### What you are asked to do:
Give the number of lines below that hold the string "Mill", and nothing more.

[Data items]

* * *

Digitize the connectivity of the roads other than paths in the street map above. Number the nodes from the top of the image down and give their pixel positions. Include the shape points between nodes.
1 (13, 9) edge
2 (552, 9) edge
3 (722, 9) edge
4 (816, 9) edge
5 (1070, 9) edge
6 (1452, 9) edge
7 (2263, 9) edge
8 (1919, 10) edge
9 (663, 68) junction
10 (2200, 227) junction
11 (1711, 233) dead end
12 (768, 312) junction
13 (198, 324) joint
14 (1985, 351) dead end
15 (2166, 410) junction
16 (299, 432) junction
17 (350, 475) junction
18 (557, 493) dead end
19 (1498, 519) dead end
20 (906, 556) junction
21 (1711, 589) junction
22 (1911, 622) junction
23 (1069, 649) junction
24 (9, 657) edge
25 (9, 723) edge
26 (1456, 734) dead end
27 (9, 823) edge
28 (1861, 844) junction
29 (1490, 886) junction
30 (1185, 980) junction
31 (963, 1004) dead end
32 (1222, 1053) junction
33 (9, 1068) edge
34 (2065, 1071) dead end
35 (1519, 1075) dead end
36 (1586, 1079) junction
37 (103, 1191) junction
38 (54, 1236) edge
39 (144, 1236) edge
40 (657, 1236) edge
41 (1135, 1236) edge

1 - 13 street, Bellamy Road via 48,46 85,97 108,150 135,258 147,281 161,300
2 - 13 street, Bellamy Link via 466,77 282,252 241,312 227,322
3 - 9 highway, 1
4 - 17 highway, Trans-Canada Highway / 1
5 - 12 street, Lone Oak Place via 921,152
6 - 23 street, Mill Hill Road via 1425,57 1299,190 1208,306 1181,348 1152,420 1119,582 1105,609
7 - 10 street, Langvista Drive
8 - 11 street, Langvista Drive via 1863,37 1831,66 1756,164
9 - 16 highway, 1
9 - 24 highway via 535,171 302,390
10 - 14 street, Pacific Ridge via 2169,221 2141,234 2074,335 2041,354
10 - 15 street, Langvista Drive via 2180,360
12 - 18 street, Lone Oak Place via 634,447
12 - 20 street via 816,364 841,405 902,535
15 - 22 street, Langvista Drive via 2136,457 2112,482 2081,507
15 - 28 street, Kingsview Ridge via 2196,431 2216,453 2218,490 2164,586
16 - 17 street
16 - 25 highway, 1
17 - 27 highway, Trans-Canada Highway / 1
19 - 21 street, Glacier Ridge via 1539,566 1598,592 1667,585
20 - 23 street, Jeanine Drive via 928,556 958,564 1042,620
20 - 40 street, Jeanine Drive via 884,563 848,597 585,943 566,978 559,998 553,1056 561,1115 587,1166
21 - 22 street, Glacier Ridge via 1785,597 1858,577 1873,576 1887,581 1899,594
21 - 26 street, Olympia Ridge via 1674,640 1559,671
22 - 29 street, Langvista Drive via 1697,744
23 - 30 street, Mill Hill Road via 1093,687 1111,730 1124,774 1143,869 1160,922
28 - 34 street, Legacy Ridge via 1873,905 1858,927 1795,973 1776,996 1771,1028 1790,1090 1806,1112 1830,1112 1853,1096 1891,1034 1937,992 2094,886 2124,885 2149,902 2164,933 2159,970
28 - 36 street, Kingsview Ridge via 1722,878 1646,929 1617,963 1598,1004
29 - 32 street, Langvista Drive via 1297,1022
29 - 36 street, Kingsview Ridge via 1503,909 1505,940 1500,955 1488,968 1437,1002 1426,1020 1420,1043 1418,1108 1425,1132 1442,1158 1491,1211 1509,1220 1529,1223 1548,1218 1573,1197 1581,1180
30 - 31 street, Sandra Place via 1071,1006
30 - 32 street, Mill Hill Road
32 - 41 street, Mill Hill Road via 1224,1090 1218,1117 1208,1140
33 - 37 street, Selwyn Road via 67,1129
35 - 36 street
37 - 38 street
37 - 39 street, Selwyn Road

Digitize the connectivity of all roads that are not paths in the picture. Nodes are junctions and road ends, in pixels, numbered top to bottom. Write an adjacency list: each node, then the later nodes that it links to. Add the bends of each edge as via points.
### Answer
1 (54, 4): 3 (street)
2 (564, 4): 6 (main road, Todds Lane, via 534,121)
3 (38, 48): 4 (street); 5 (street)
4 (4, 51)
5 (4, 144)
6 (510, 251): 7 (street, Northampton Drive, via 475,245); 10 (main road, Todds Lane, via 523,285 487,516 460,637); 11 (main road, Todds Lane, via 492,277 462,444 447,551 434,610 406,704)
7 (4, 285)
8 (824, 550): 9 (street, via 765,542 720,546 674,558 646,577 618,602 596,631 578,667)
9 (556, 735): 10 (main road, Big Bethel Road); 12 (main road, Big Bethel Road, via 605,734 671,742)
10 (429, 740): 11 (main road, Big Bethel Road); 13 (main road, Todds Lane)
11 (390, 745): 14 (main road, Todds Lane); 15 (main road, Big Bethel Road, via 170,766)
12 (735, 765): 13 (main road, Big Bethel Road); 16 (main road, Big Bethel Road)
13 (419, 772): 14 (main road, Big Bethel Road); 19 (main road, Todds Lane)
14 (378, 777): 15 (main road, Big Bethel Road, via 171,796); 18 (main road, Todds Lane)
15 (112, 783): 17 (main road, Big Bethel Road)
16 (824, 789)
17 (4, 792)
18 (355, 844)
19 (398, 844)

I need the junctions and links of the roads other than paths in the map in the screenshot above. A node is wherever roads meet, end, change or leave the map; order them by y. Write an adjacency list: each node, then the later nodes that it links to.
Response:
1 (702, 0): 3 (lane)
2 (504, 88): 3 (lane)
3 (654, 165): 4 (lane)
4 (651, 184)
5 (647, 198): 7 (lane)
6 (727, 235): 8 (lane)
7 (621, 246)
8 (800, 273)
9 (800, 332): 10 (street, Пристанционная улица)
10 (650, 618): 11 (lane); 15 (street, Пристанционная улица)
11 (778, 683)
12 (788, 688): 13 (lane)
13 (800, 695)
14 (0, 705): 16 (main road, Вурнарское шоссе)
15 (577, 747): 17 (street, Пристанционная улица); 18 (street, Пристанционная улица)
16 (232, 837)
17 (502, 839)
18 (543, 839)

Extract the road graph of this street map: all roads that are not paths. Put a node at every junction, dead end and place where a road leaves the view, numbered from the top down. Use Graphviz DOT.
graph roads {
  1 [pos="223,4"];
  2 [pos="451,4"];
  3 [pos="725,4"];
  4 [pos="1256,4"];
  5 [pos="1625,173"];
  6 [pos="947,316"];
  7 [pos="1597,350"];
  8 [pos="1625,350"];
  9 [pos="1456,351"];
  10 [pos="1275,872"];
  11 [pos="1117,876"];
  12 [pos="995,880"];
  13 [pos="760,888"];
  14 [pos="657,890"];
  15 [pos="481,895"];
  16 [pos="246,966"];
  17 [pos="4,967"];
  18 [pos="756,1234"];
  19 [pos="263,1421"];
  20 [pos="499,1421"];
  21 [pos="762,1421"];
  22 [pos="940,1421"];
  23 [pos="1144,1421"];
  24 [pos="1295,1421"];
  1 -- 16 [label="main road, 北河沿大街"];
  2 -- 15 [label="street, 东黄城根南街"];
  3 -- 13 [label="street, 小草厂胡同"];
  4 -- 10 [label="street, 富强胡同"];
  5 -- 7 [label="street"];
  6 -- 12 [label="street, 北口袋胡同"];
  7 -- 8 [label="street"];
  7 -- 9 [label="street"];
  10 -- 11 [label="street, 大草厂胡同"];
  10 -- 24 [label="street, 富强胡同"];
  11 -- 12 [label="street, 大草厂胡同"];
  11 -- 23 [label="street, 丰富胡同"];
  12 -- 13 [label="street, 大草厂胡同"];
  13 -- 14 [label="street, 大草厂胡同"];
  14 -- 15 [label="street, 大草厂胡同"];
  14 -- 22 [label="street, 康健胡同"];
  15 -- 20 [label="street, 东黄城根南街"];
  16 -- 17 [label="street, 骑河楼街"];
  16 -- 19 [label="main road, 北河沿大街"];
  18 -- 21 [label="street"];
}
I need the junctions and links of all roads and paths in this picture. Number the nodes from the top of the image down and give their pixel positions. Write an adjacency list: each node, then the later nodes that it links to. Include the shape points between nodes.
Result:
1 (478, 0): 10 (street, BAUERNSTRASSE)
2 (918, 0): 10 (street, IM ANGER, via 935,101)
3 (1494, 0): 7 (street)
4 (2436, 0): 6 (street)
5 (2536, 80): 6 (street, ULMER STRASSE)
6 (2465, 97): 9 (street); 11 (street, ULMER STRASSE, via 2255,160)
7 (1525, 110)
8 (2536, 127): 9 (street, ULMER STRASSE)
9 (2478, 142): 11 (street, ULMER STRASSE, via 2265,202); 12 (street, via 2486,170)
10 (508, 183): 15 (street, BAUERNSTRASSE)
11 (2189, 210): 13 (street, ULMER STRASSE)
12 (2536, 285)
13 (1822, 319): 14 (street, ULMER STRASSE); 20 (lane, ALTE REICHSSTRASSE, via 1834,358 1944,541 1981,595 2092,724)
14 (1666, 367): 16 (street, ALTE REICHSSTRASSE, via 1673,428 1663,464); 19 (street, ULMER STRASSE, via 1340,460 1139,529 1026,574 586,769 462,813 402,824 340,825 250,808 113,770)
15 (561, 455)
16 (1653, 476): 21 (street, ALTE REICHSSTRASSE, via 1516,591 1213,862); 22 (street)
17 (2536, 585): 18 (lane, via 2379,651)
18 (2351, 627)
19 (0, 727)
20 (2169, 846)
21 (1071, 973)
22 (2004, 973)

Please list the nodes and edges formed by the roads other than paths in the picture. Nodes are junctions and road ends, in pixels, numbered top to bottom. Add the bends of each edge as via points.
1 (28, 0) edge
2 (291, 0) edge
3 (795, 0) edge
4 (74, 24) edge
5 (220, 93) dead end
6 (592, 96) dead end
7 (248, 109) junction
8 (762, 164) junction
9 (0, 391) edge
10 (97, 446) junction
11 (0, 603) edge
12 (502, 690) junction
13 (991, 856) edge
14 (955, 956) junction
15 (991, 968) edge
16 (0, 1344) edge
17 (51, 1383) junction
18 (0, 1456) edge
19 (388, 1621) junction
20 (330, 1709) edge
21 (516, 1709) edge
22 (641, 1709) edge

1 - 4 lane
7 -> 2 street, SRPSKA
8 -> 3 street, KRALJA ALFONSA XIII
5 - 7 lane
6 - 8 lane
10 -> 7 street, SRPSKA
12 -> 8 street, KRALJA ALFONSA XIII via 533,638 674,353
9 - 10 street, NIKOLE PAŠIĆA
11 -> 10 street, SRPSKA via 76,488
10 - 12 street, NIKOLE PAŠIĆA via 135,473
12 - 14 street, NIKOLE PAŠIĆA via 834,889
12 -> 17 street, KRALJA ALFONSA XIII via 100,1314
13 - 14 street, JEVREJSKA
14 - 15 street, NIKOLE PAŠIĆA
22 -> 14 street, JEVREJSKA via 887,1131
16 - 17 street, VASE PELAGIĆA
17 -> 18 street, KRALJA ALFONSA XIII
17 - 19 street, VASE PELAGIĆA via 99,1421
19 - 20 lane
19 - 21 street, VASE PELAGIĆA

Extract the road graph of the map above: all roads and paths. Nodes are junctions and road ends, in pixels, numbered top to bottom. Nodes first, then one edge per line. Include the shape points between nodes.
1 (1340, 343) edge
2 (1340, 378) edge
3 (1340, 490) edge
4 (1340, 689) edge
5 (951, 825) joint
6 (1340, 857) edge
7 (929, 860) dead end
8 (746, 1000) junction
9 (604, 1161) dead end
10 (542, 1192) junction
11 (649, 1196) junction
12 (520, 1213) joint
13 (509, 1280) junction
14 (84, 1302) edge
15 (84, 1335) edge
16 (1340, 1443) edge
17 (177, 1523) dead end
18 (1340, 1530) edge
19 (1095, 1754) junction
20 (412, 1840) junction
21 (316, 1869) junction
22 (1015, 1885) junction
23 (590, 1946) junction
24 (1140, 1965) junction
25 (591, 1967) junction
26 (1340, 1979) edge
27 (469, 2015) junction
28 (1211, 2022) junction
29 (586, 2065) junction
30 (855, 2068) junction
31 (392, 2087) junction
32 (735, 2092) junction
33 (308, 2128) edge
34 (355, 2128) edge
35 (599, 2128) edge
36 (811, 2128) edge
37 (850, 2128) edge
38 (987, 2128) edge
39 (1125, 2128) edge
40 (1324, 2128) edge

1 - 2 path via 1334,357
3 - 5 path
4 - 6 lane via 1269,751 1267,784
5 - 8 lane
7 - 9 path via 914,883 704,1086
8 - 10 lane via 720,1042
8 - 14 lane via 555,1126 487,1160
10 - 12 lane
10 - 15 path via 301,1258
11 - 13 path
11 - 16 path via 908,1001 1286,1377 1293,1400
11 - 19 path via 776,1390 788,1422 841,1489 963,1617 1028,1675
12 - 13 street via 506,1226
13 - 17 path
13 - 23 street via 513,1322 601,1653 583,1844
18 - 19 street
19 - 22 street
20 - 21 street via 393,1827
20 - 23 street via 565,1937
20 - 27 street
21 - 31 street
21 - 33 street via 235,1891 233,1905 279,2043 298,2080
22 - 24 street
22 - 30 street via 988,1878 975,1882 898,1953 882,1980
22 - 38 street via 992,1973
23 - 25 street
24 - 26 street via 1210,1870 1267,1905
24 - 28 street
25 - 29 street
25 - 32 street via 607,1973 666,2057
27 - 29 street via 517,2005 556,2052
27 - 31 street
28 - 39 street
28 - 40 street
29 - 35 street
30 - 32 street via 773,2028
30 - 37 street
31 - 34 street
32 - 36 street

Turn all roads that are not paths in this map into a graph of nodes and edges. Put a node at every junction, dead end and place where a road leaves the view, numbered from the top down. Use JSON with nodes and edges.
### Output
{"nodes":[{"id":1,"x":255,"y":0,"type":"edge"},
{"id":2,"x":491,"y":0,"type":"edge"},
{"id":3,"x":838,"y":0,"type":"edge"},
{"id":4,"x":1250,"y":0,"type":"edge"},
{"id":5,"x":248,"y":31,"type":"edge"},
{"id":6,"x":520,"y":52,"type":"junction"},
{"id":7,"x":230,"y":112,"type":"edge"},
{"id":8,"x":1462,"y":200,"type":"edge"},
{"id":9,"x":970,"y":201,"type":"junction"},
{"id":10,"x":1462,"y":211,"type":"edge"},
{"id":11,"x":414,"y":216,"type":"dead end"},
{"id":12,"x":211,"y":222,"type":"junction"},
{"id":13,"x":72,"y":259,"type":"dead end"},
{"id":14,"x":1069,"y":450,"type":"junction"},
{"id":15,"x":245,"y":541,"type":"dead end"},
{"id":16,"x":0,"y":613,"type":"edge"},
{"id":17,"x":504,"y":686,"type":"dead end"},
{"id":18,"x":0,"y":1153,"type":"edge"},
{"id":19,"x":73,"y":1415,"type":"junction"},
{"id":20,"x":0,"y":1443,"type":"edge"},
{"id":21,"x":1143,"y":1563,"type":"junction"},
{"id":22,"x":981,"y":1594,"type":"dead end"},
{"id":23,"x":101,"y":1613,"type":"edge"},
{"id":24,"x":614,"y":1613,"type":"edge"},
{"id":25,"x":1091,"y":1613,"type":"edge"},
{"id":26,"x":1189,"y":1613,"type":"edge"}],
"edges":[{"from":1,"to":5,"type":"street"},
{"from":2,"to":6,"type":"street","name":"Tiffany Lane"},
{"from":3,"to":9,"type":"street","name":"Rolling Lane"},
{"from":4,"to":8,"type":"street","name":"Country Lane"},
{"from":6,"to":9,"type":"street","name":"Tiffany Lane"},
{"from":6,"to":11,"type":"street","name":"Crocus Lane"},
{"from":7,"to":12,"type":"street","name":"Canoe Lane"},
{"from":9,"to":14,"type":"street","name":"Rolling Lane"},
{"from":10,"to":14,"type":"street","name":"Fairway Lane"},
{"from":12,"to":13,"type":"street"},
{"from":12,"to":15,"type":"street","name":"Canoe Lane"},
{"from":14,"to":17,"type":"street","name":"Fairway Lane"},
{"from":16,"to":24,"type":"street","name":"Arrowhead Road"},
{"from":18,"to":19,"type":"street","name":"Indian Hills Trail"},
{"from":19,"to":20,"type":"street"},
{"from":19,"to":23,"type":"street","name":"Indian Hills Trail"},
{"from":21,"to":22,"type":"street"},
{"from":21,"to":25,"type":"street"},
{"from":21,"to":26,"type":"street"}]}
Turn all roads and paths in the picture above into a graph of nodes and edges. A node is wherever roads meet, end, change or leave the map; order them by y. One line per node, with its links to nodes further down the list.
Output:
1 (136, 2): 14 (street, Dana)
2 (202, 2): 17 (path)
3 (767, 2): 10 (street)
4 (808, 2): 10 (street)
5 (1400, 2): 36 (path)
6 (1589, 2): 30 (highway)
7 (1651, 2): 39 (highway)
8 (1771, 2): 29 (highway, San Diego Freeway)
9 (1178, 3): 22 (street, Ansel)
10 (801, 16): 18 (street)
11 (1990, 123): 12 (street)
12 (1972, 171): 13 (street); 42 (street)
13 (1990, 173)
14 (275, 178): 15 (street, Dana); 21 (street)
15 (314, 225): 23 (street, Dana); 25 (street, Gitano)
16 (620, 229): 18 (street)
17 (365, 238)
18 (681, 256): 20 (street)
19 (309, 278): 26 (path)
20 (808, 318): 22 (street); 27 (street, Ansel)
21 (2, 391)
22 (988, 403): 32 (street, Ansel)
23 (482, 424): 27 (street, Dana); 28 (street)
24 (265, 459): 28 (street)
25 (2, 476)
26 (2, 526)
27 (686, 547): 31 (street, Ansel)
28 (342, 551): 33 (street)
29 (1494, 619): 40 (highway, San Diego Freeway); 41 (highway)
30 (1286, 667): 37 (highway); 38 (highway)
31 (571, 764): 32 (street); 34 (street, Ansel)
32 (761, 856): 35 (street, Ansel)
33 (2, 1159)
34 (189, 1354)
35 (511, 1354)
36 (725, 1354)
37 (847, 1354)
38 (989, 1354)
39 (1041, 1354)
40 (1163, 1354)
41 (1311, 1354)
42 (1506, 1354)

* * *

### Written answer:
4